J’ai cru un instant que c’était moi qu’il apostrophait ; je n’ai été rassure que lorsque l’auditoire, en une formidable clameur, a répliqué d’une seule voix :

— La paix ! Oui, la paix !

— Nombreux sont pourtant, a repris Bryan d’un ton tragique, — nombreux sont les mauvais citoyens qui rêvent de lancer ce pays de la paix dans une guerre exotique, déchaînée à trois mille milles de lui, sur laquelle on ne l’a pas consulté et où il n’a, par conséquent, rien à voir. Ils nous disent : Si vous n’allez pas à elle, c’est elle qui viendra à vous. À cela je réponds. Qu’elle vienne ! Ce que je veux, si nous devons nous armer, c’est avoir une guerre qui soit notre guerre, une guerre que nous fassions pour nous, et non pour d’autres, une guerre que nous puissions conduire à notre manière et terminer quand bon nous semble. Celle où l’on parle de nous entraîner est la guerre de n’importe qui, la guerre de tout le monde (everybody’s war). Les gens d’Europe l’ont entreprise sans nous, qu’ils la liquident sans nous ! Si nous nous y fourvoyons avec eux, force nous sera d’y demeurer jusqu’à ce qu’ils en sortent et de nous battre pour les mêmes objets médiocres qu’ils poursuivent.

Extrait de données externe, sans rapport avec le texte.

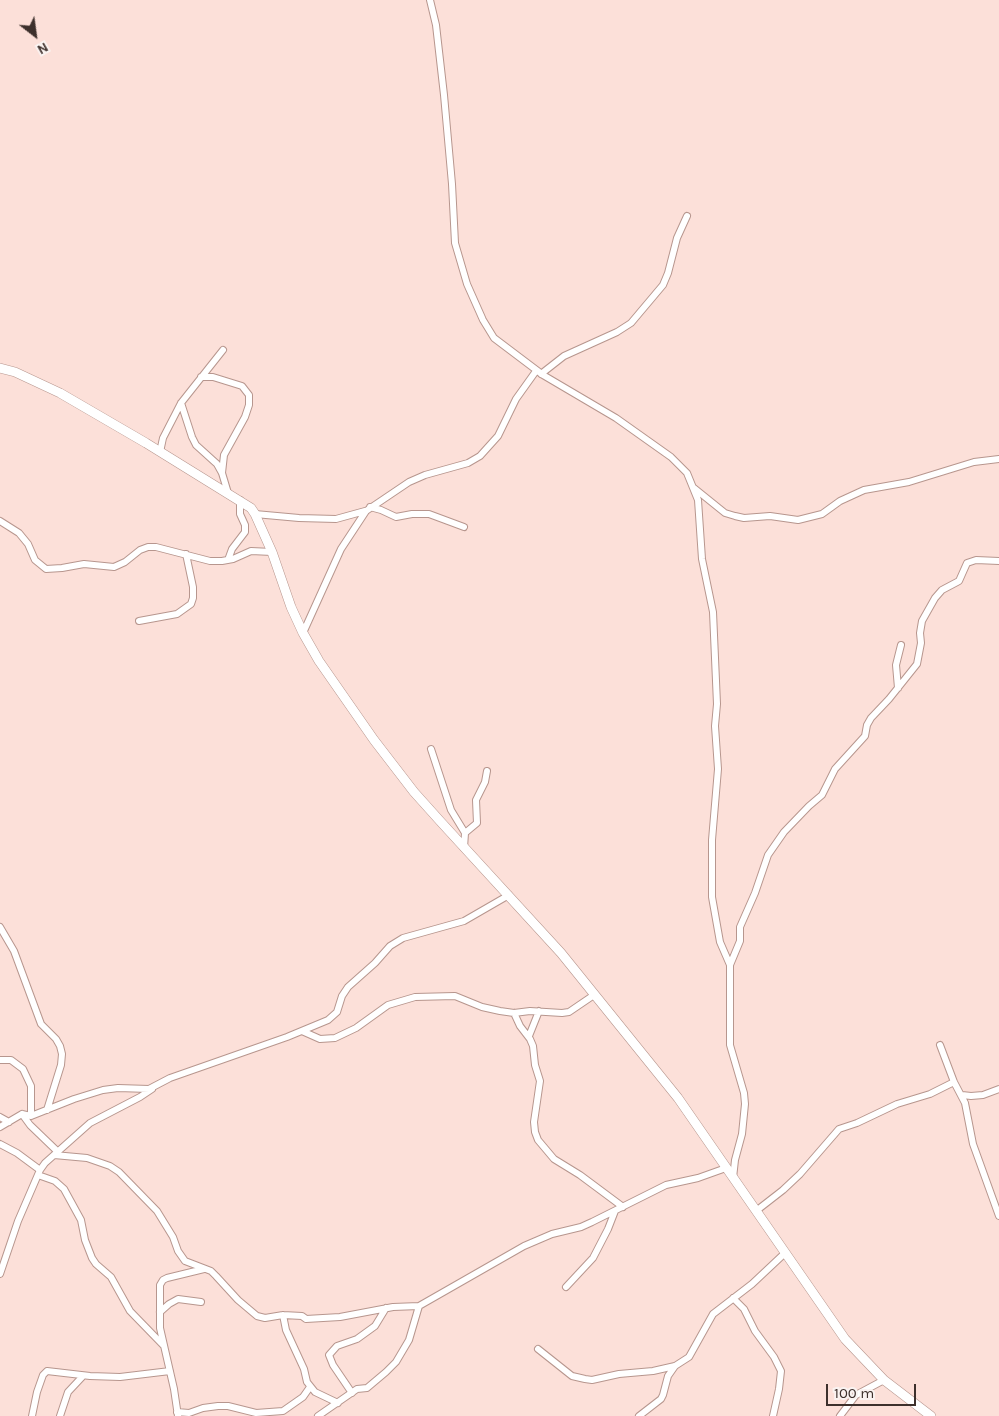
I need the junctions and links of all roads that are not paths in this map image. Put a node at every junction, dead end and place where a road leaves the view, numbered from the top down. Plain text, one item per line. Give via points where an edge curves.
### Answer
1 (430, 0) edge
2 (687, 216) dead end
3 (223, 350) dead end
4 (0, 368) edge
5 (539, 372) junction
6 (201, 377) junction
7 (181, 403) junction
8 (160, 452) junction
9 (999, 459) edge
10 (222, 472) junction
11 (694, 488) junction
12 (228, 493) junction
13 (240, 500) junction
14 (368, 509) junction
15 (255, 514) junction
16 (0, 521) edge
17 (464, 527) dead end
18 (272, 552) junction
19 (186, 554) junction
20 (228, 560) junction
21 (999, 561) edge
22 (138, 621) dead end
23 (304, 632) junction
24 (901, 645) dead end
25 (898, 688) junction
26 (431, 749) dead end
27 (487, 771) dead end
28 (466, 833) junction
29 (464, 848) junction
30 (509, 895) junction
31 (0, 927) edge
32 (730, 965) junction
33 (594, 995) junction
34 (539, 1011) junction
35 (514, 1013) junction
36 (302, 1030) junction
37 (528, 1036) junction
38 (940, 1045) dead end
39 (0, 1060) edge
40 (954, 1082) junction
41 (155, 1087) junction
42 (999, 1089) edge
43 (962, 1095) junction
44 (47, 1110) junction
45 (22, 1114) junction
46 (31, 1116) junction
47 (0, 1117) edge
48 (10, 1122) junction
49 (0, 1127) edge
50 (0, 1144) edge
51 (55, 1153) junction
52 (726, 1168) junction
53 (39, 1173) junction
54 (733, 1178) junction
55 (623, 1207) junction
56 (756, 1211) junction
57 (615, 1212) junction
58 (999, 1216) edge
59 (785, 1253) junction
60 (205, 1269) junction
61 (0, 1274) edge
62 (566, 1287) dead end
63 (733, 1298) junction
64 (201, 1302) dead end
65 (419, 1306) junction
66 (386, 1308) junction
67 (160, 1312) junction
68 (283, 1315) junction
69 (164, 1346) junction
70 (538, 1350) dead end
71 (675, 1366) junction
72 (170, 1371) junction
73 (83, 1376) junction
74 (884, 1380) junction
75 (310, 1388) junction
76 (352, 1393) junction
77 (338, 1403) junction
78 (178, 1414) edge
79 (32, 1416) edge
80 (60, 1416) edge
81 (318, 1416) edge
82 (640, 1416) edge
83 (773, 1416) edge
84 (840, 1416) edge
85 (931, 1416) edge

1 - 5 street via 444,95 453,231 460,265 474,303 490,333
2 - 5 street via 676,238 662,285 631,323
3 - 6 street
4 - 8 street via 60,393
5 - 11 street via 616,418 671,457 687,473
5 - 14 street via 516,399 498,436 480,456 409,482
6 - 7 street
6 - 10 street via 213,377 242,386 249,395 245,417 224,455
7 - 8 street
7 - 10 street via 196,445
8 - 12 street
9 - 11 street via 974,462 909,482 864,490 822,514 798,520 735,516
10 - 12 street
11 - 32 street via 698,500 702,559 714,620 718,770 712,840 712,897 720,942
12 - 13 street
13 - 15 street
13 - 20 street via 245,532
14 - 15 street via 336,519
14 - 17 street via 381,510 396,518 429,514
14 - 23 street via 341,549
15 - 18 street
16 - 19 street via 19,532 35,560 46,569 84,564 114,567 148,547
18 - 20 street via 251,551
18 - 23 street via 291,607
19 - 20 street via 210,561
19 - 22 street via 193,587 191,604 177,614
21 - 25 street via 967,563 959,581 935,598 922,621 917,664
23 - 29 street via 333,682 380,747 414,792
24 - 25 street via 896,665
25 - 32 street via 871,718 865,736 835,769 822,794 784,832 768,855 740,927 740,941
26 - 28 street via 451,810
27 - 28 street via 476,800 477,823
28 - 29 street
29 - 30 street
30 - 33 street
30 - 36 street via 464,921 403,938 390,946 348,987 334,1016
31 - 44 street via 14,951 40,1024 60,1046 61,1065
32 - 54 street via 730,1046 745,1104
33 - 34 street via 569,1012
33 - 52 street via 678,1098
34 - 35 street
34 - 37 street
35 - 36 street via 482,1007 455,996 415,997 388,1005 356,1028 335,1038 320,1039
35 - 37 street
36 - 41 street via 176,1076
37 - 55 street via 540,1081 534,1122 538,1140 554,1159
38 - 40 street
39 - 46 street via 10,1060 23,1069 31,1086
40 - 43 street
40 - 56 street via 839,1129 800,1174
41 - 44 street via 103,1090
41 - 51 street via 90,1123
42 - 43 street via 983,1095
43 - 58 street via 973,1144
44 - 46 street
45 - 46 street
45 - 48 street
45 - 51 street
47 - 48 street
48 - 49 street
50 - 53 street via 17,1153
51 - 53 street
51 - 60 street via 87,1158 119,1172 157,1211 181,1257
52 - 54 street
52 - 55 street via 666,1185
53 - 61 street via 18,1220
53 - 69 street via 64,1189 81,1220 92,1258 111,1277 130,1311
54 - 56 street
55 - 57 street
56 - 59 street
57 - 62 street via 593,1258
57 - 65 street via 524,1246
59 - 63 street
59 - 74 street via 845,1339
60 - 67 street via 163,1280 160,1285
60 - 68 street via 258,1316
63 - 71 street via 713,1314 688,1357
63 - 83 street via 744,1309 781,1371
64 - 67 street via 178,1299
65 - 66 street
65 - 76 street via 409,1340 396,1362 367,1388
66 - 68 street via 340,1317 306,1319
66 - 76 street via 375,1326 357,1339 338,1346 329,1355
67 - 69 street
68 - 75 street
69 - 72 street
70 - 71 street via 572,1376 585,1380
71 - 82 street via 668,1376 663,1395
72 - 73 street via 120,1377
72 - 78 street
73 - 79 street via 50,1370 45,1373
73 - 80 street via 68,1392
74 - 84 street via 856,1395
74 - 85 street
75 - 77 street
75 - 78 street via 283,1411 256,1413 218,1406
76 - 77 street
77 - 81 street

Puis, les paumes des mains dressées en un geste d’exorcisme :

— Dieu garde la jeune Amérique de s’immiscer dans les querelles du vieux continent !

Tempête d’applaudissements, coups de sifflet d’approbation frénétique, hourras, vociférations sauvages dans toutes les langues de Babel. Nous nous évadons écœurés.